The object of the invention is to provide a Mehrfachsynchronisationsbaugruppe for manual transmission, which has a high level of comfort and also the simplest possible coupling of the cone rings.

According to the invention this object is achieved by a multiple synchronization assembly of a gearbox, with a synchronizer body which is rotatable about a transmission axis, a rotatable about the transmission axis first cone ring, a rotatable about the transmission axis second cone ring, and a rotatable about the transmission axis third cone ring, the radially between the first cone ring and the second cone ring is arranged and can form a frictional contact with both the first conical ring and the second cone ring, wherein the first conical ring with the synchronizer body and the third conical ring with a gear wheel of the gearbox is positively and torque-transmitting connected, and wherein a separate coupling element is provided, which rotatably connects the first cone ring and the second cone ring with each other. This minimizes the resulting from the coupling of the conical rings manufacturing effort on the first cone ring, the second cone ring and the synchronizer body. In contrast, there is a certain overhead, which is associated with the production of the separate coupling element.

In one embodiment, the coupling element is part of a Vorsynchroneinheit the gearbox.
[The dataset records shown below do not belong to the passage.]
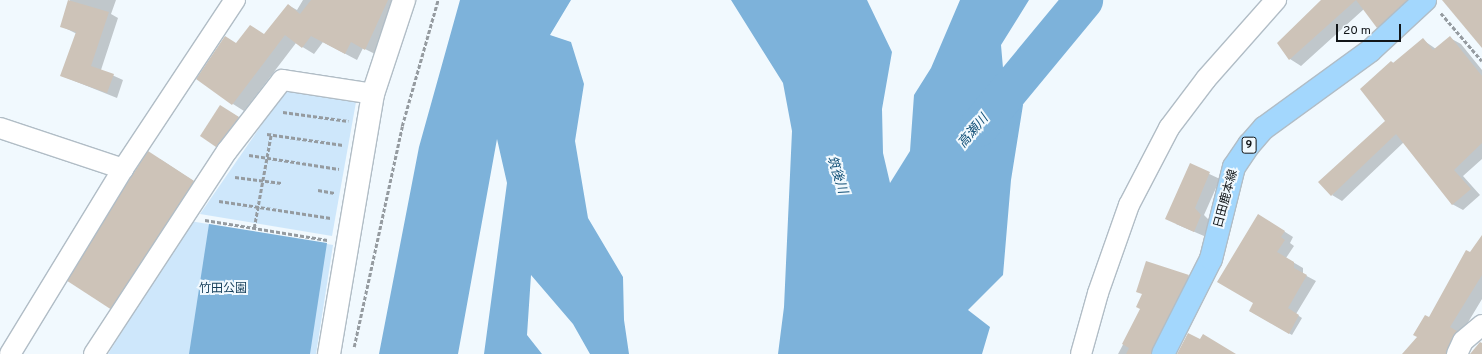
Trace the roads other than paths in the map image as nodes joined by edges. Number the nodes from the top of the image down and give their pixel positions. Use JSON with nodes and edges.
{"nodes":[{"id":1,"x":235,"y":0,"type":"edge"},
{"id":2,"x":404,"y":0,"type":"edge"},
{"id":3,"x":1276,"y":0,"type":"edge"},
{"id":4,"x":1432,"y":6,"type":"edge"},
{"id":5,"x":373,"y":94,"type":"junction"},
{"id":6,"x":0,"y":128,"type":"edge"},
{"id":7,"x":123,"y":169,"type":"junction"},
{"id":8,"x":1482,"y":325,"type":"edge"},
{"id":9,"x":10,"y":354,"type":"edge"},
{"id":10,"x":94,"y":354,"type":"edge"},
{"id":11,"x":329,"y":354,"type":"edge"},
{"id":12,"x":1081,"y":354,"type":"edge"},
{"id":13,"x":1163,"y":354,"type":"edge"},
{"id":14,"x":1457,"y":354,"type":"edge"}],
"edges":[{"from":1,"to":7,"type":"street"},
{"from":2,"to":5,"type":"street"},
{"from":3,"to":12,"type":"street"},
{"from":4,"to":13,"type":"main road","name":"日田鹿本線","number":"9"},
{"from":5,"to":10,"type":"street"},
{"from":5,"to":11,"type":"street"},
{"from":6,"to":7,"type":"street"},
{"from":7,"to":9,"type":"street"},
{"from":8,"to":14,"type":"street"}]}
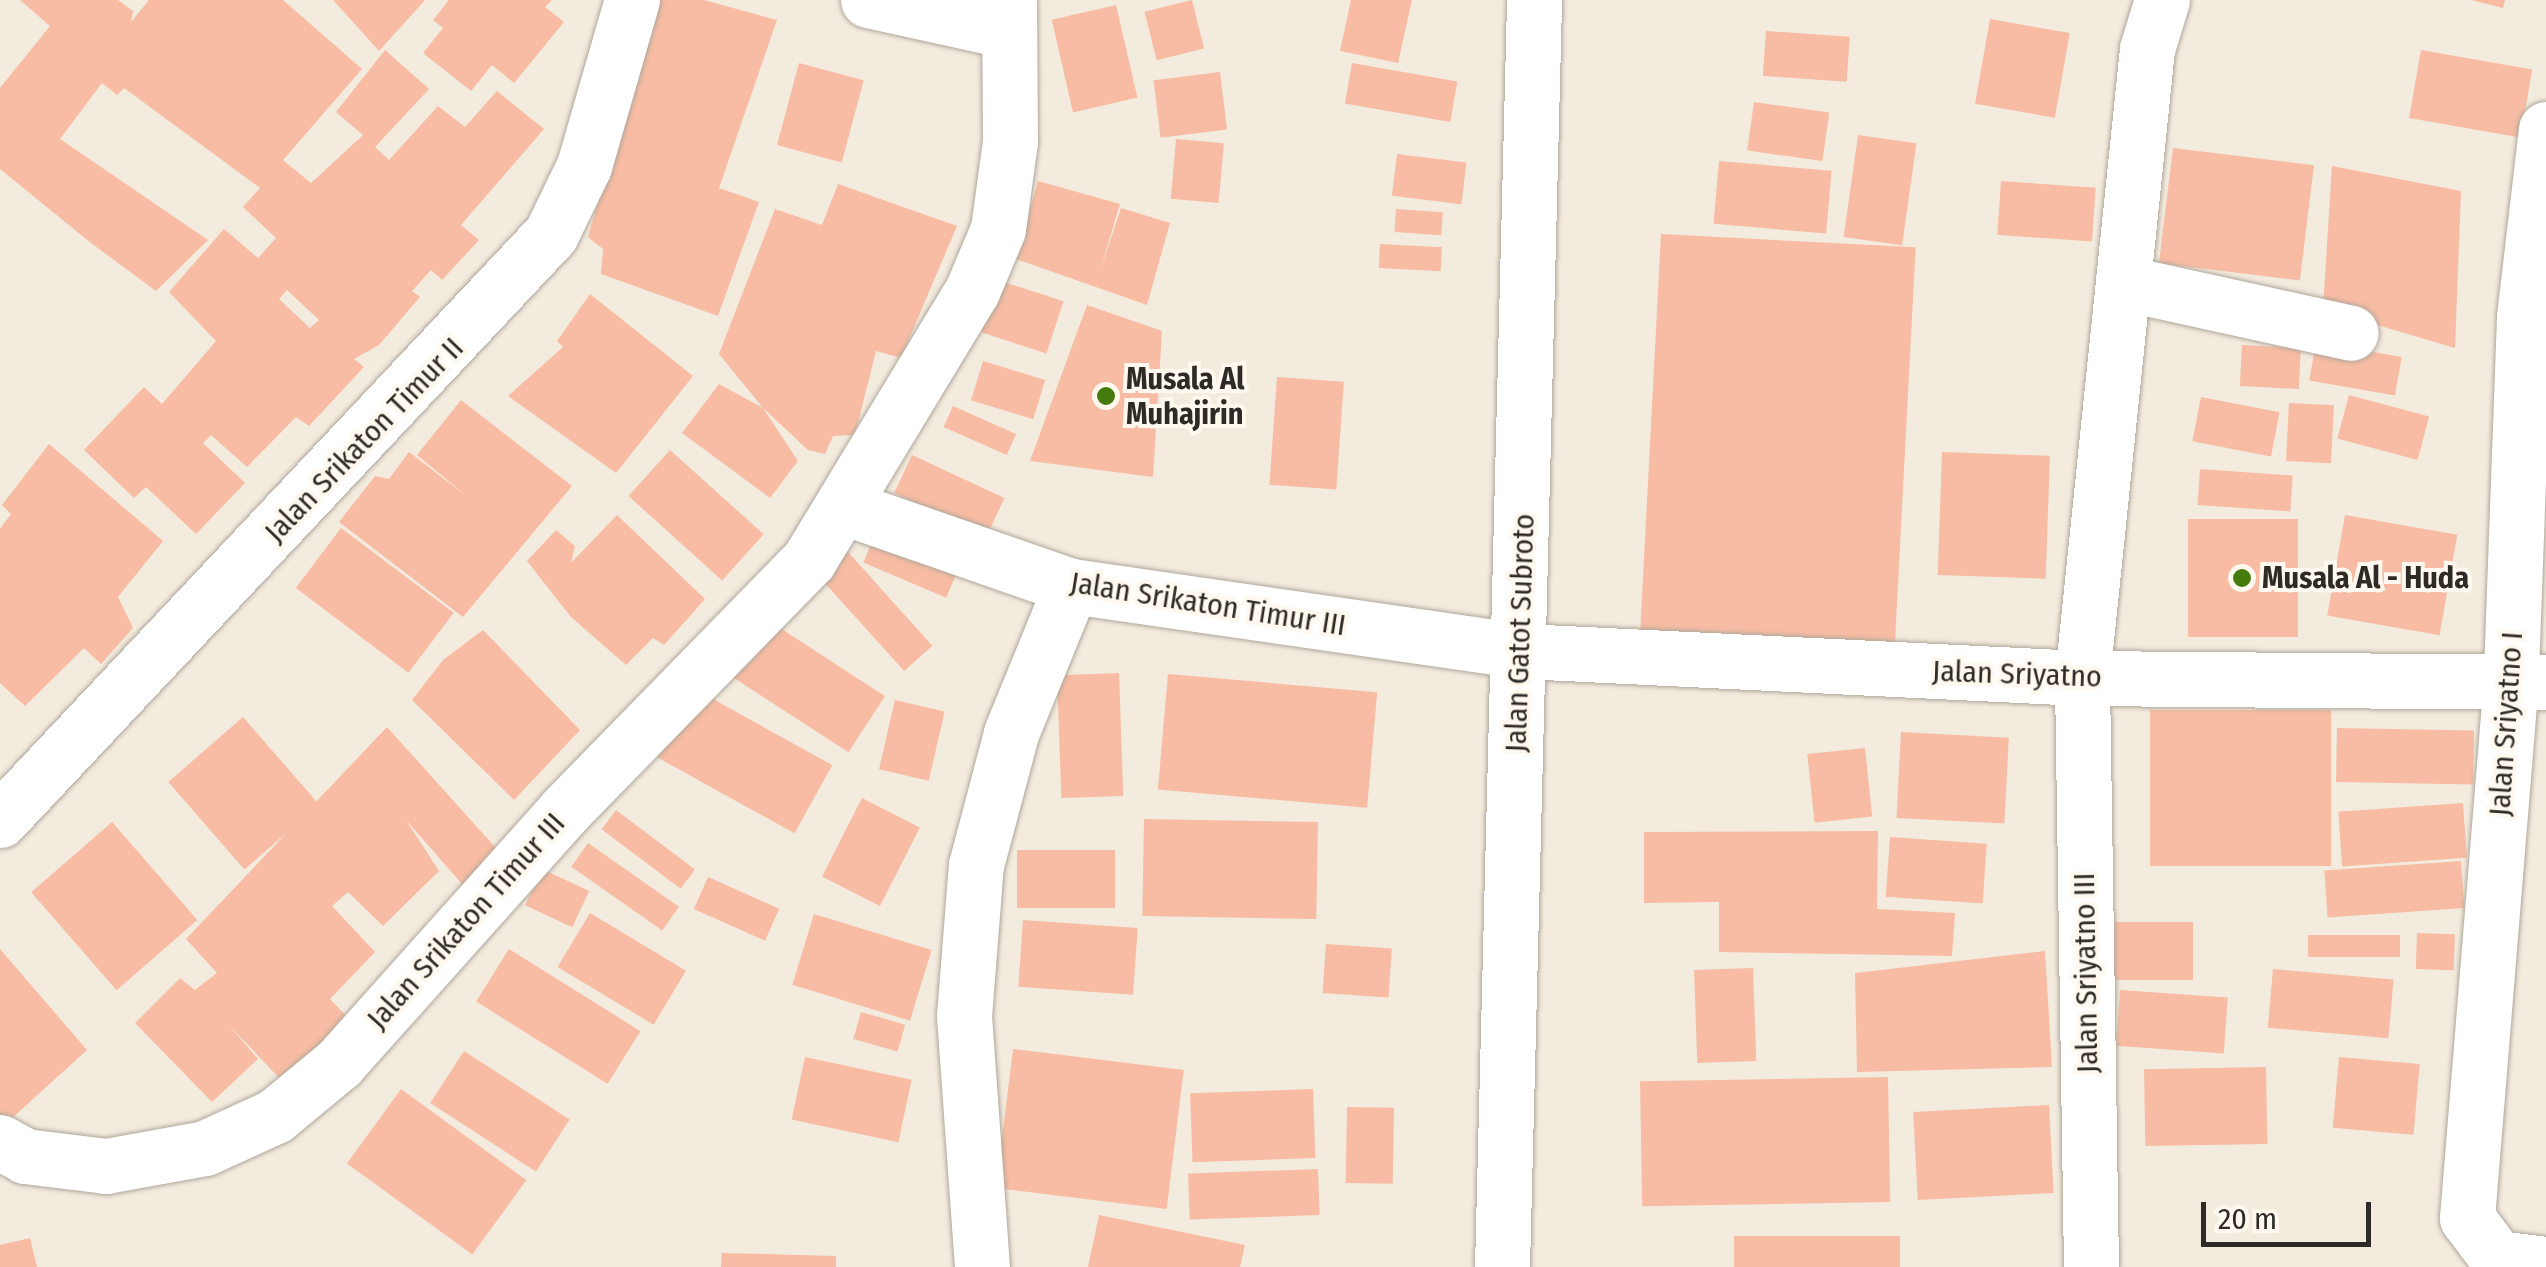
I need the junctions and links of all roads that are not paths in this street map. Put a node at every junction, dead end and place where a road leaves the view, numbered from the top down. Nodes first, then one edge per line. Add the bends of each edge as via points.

Since the Vorsynchroneinheit is present and necessary in a manual anyway, so no new, additional component for coupling the cone rings must be made. The extra effort is thus reduced to manufacturing technology simple adjustments of the Vorsynchroneinheit.

According to the preferred embodiment, the conical rings are designed without radial projections, which greatly reduces their production costs.

In a particularly cost-effective embodiment, a pressure piece of the Vorsynchroneinheit is designed as a coupling element, which also has waiving a conical-ring-side locking teeth on its radial outer side a locking teeth. The elimination of the usual locking teeth on the cone ring reduces its production costs considerably. In contrast, the locking teeth on the coupling element can be molded with comparatively little effort. The coupling element is particularly preferably a sintered part, in particular a hardened sintered part.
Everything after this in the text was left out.